Given records >>
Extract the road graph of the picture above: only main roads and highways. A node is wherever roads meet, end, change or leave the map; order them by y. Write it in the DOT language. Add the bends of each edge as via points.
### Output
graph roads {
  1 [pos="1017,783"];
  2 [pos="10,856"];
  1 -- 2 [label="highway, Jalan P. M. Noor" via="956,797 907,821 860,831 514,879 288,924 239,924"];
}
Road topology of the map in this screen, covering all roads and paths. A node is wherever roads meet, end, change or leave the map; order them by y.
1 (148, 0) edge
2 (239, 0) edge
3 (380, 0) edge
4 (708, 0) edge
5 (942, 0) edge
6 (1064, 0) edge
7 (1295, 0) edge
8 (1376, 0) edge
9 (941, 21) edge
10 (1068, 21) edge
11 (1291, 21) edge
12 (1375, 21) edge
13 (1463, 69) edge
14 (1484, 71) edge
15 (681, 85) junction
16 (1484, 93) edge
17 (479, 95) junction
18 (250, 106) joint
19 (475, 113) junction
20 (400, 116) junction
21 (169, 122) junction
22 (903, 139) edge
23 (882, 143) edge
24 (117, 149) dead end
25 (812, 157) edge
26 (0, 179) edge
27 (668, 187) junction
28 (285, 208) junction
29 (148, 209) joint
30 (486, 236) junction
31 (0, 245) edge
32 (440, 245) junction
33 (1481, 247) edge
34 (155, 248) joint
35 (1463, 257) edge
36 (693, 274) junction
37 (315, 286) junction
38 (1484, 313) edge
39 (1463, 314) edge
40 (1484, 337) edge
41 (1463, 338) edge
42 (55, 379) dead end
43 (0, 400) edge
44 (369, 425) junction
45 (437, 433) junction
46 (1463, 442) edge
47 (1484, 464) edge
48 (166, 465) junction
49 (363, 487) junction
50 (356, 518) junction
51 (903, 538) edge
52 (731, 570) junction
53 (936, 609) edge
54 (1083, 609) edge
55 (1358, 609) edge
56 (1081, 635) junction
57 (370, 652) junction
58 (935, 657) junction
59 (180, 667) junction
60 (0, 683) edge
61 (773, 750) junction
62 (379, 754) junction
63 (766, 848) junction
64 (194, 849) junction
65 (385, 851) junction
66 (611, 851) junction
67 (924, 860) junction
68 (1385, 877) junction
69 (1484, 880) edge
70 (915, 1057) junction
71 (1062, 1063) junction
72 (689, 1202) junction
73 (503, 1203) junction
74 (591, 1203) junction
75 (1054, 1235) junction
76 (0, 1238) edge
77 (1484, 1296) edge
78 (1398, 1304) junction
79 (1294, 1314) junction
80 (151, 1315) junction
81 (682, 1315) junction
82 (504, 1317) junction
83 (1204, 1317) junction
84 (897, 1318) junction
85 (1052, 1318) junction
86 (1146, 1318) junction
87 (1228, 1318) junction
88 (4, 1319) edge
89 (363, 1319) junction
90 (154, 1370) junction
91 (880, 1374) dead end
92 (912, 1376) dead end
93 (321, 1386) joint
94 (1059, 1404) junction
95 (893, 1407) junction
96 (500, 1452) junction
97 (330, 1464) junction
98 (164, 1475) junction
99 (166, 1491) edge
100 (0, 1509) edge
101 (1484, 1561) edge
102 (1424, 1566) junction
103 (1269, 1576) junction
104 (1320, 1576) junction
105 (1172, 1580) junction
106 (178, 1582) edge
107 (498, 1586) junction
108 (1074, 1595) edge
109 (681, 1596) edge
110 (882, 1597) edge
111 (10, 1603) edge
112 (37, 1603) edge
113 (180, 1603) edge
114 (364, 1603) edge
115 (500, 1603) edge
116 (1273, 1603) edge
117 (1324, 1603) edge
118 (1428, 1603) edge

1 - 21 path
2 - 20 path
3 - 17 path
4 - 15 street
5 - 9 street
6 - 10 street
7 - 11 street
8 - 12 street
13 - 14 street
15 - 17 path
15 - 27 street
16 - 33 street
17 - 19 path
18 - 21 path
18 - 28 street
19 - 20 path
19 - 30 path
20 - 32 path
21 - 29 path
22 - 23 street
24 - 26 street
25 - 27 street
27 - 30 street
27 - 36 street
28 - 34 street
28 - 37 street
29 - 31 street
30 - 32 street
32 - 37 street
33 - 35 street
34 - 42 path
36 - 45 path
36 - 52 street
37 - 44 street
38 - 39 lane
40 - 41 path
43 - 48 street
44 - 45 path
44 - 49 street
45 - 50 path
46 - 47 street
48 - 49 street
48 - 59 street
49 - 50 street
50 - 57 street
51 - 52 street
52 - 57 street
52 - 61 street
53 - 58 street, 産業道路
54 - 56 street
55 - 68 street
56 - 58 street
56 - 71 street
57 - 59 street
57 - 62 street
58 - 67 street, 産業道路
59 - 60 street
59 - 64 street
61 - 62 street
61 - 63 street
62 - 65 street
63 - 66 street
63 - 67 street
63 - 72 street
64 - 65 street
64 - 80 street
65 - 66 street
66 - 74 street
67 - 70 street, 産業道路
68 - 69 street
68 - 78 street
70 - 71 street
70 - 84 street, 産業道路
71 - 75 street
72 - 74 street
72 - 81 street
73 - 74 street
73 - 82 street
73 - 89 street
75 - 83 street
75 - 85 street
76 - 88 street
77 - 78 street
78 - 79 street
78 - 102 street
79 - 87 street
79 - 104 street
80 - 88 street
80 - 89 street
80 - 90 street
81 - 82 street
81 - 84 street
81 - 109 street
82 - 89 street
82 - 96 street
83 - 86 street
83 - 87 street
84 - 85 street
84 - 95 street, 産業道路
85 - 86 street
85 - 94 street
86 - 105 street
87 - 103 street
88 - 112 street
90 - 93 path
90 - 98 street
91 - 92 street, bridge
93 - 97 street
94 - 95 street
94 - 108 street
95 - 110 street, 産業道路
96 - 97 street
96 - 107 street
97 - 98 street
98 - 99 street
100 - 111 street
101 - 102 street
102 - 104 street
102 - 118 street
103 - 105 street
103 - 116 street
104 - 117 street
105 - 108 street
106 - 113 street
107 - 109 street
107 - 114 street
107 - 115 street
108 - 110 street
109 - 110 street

Work order >>
State how many lines in the material include the string "graph". Nothing other than the number is wanted.

Response area >>
2